- **PROBLEM DETAILS**: Repeat the data below in full and exactly.
:: EXERCISE DATA
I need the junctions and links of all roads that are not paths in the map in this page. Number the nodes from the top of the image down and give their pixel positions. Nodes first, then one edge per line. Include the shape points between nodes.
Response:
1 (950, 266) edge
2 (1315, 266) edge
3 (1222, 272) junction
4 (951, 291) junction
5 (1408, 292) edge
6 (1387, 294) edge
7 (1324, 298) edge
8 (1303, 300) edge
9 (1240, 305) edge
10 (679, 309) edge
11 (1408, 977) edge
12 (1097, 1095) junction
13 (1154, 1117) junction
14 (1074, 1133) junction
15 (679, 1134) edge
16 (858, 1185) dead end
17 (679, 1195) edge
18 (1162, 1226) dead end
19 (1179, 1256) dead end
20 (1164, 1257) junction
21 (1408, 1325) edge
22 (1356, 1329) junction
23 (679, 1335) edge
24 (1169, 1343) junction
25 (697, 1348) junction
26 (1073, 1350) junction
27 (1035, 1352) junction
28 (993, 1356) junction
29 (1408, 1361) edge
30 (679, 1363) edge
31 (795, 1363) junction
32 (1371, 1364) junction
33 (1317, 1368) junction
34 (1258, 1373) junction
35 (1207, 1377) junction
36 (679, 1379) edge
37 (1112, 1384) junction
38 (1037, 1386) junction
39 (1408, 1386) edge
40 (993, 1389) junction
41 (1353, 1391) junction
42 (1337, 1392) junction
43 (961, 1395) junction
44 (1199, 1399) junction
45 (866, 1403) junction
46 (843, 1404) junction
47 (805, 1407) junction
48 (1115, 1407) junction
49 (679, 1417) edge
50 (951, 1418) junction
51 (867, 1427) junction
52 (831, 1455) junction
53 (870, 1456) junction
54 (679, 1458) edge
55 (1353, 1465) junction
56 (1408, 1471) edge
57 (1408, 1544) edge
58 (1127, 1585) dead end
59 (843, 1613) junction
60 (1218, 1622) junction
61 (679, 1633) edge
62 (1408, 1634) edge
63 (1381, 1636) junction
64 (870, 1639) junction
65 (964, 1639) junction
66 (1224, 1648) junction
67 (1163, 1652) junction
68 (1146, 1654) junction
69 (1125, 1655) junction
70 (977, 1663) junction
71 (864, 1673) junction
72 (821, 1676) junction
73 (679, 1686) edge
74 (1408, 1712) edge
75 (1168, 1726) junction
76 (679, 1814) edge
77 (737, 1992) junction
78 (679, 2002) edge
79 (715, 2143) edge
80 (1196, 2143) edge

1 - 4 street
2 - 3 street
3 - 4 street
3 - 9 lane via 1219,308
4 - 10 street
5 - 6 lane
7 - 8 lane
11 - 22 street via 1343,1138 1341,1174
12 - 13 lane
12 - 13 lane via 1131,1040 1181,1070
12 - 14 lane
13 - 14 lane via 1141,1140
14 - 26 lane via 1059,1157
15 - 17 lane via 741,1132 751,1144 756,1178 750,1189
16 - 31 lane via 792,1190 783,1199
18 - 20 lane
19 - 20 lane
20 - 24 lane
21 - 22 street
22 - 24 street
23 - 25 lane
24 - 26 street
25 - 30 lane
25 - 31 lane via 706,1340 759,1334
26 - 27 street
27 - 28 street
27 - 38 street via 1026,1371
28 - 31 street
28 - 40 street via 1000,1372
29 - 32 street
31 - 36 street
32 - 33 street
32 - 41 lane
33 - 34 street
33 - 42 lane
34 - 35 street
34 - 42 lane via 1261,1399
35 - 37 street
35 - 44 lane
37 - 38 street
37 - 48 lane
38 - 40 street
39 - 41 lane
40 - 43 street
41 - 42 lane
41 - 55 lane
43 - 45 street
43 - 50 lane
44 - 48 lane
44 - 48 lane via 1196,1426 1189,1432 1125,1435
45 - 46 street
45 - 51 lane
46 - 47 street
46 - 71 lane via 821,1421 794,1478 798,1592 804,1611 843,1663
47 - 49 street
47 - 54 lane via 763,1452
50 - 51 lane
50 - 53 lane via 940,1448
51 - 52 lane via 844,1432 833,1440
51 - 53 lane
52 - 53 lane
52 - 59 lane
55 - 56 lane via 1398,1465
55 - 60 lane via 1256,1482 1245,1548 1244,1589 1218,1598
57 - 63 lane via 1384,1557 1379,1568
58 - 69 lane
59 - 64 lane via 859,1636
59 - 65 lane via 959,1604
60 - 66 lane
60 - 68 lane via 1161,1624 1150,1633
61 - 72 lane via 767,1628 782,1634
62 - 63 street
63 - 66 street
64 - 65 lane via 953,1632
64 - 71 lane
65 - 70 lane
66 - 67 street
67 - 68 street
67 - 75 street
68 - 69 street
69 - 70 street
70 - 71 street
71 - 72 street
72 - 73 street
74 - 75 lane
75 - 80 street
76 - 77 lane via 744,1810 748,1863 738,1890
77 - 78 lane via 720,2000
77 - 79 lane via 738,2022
::::
- **RESPONSE TO THE TASK**:
I need the junctions and links of all roads that are not paths in the map in this page. Number the nodes from the top of the image down and give their pixel positions. Nodes first, then one edge per line. Include the shape points between nodes.
Response:
1 (950, 266) edge
2 (1315, 266) edge
3 (1222, 272) junction
4 (951, 291) junction
5 (1408, 292) edge
6 (1387, 294) edge
7 (1324, 298) edge
8 (1303, 300) edge
9 (1240, 305) edge
10 (679, 309) edge
11 (1408, 977) edge
12 (1097, 1095) junction
13 (1154, 1117) junction
14 (1074, 1133) junction
15 (679, 1134) edge
16 (858, 1185) dead end
17 (679, 1195) edge
18 (1162, 1226) dead end
19 (1179, 1256) dead end
20 (1164, 1257) junction
21 (1408, 1325) edge
22 (1356, 1329) junction
23 (679, 1335) edge
24 (1169, 1343) junction
25 (697, 1348) junction
26 (1073, 1350) junction
27 (1035, 1352) junction
28 (993, 1356) junction
29 (1408, 1361) edge
30 (679, 1363) edge
31 (795, 1363) junction
32 (1371, 1364) junction
33 (1317, 1368) junction
34 (1258, 1373) junction
35 (1207, 1377) junction
36 (679, 1379) edge
37 (1112, 1384) junction
38 (1037, 1386) junction
39 (1408, 1386) edge
40 (993, 1389) junction
41 (1353, 1391) junction
42 (1337, 1392) junction
43 (961, 1395) junction
44 (1199, 1399) junction
45 (866, 1403) junction
46 (843, 1404) junction
47 (805, 1407) junction
48 (1115, 1407) junction
49 (679, 1417) edge
50 (951, 1418) junction
51 (867, 1427) junction
52 (831, 1455) junction
53 (870, 1456) junction
54 (679, 1458) edge
55 (1353, 1465) junction
56 (1408, 1471) edge
57 (1408, 1544) edge
58 (1127, 1585) dead end
59 (843, 1613) junction
60 (1218, 1622) junction
61 (679, 1633) edge
62 (1408, 1634) edge
63 (1381, 1636) junction
64 (870, 1639) junction
65 (964, 1639) junction
66 (1224, 1648) junction
67 (1163, 1652) junction
68 (1146, 1654) junction
69 (1125, 1655) junction
70 (977, 1663) junction
71 (864, 1673) junction
72 (821, 1676) junction
73 (679, 1686) edge
74 (1408, 1712) edge
75 (1168, 1726) junction
76 (679, 1814) edge
77 (737, 1992) junction
78 (679, 2002) edge
79 (715, 2143) edge
80 (1196, 2143) edge

1 - 4 street
2 - 3 street
3 - 4 street
3 - 9 lane via 1219,308
4 - 10 street
5 - 6 lane
7 - 8 lane
11 - 22 street via 1343,1138 1341,1174
12 - 13 lane
12 - 13 lane via 1131,1040 1181,1070
12 - 14 lane
13 - 14 lane via 1141,1140
14 - 26 lane via 1059,1157
15 - 17 lane via 741,1132 751,1144 756,1178 750,1189
16 - 31 lane via 792,1190 783,1199
18 - 20 lane
19 - 20 lane
20 - 24 lane
21 - 22 street
22 - 24 street
23 - 25 lane
24 - 26 street
25 - 30 lane
25 - 31 lane via 706,1340 759,1334
26 - 27 street
27 - 28 street
27 - 38 street via 1026,1371
28 - 31 street
28 - 40 street via 1000,1372
29 - 32 street
31 - 36 street
32 - 33 street
32 - 41 lane
33 - 34 street
33 - 42 lane
34 - 35 street
34 - 42 lane via 1261,1399
35 - 37 street
35 - 44 lane
37 - 38 street
37 - 48 lane
38 - 40 street
39 - 41 lane
40 - 43 street
41 - 42 lane
41 - 55 lane
43 - 45 street
43 - 50 lane
44 - 48 lane
44 - 48 lane via 1196,1426 1189,1432 1125,1435
45 - 46 street
45 - 51 lane
46 - 47 street
46 - 71 lane via 821,1421 794,1478 798,1592 804,1611 843,1663
47 - 49 street
47 - 54 lane via 763,1452
50 - 51 lane
50 - 53 lane via 940,1448
51 - 52 lane via 844,1432 833,1440
51 - 53 lane
52 - 53 lane
52 - 59 lane
55 - 56 lane via 1398,1465
55 - 60 lane via 1256,1482 1245,1548 1244,1589 1218,1598
57 - 63 lane via 1384,1557 1379,1568
58 - 69 lane
59 - 64 lane via 859,1636
59 - 65 lane via 959,1604
60 - 66 lane
60 - 68 lane via 1161,1624 1150,1633
61 - 72 lane via 767,1628 782,1634
62 - 63 street
63 - 66 street
64 - 65 lane via 953,1632
64 - 71 lane
65 - 70 lane
66 - 67 street
67 - 68 street
67 - 75 street
68 - 69 street
69 - 70 street
70 - 71 street
71 - 72 street
72 - 73 street
74 - 75 lane
75 - 80 street
76 - 77 lane via 744,1810 748,1863 738,1890
77 - 78 lane via 720,2000
77 - 79 lane via 738,2022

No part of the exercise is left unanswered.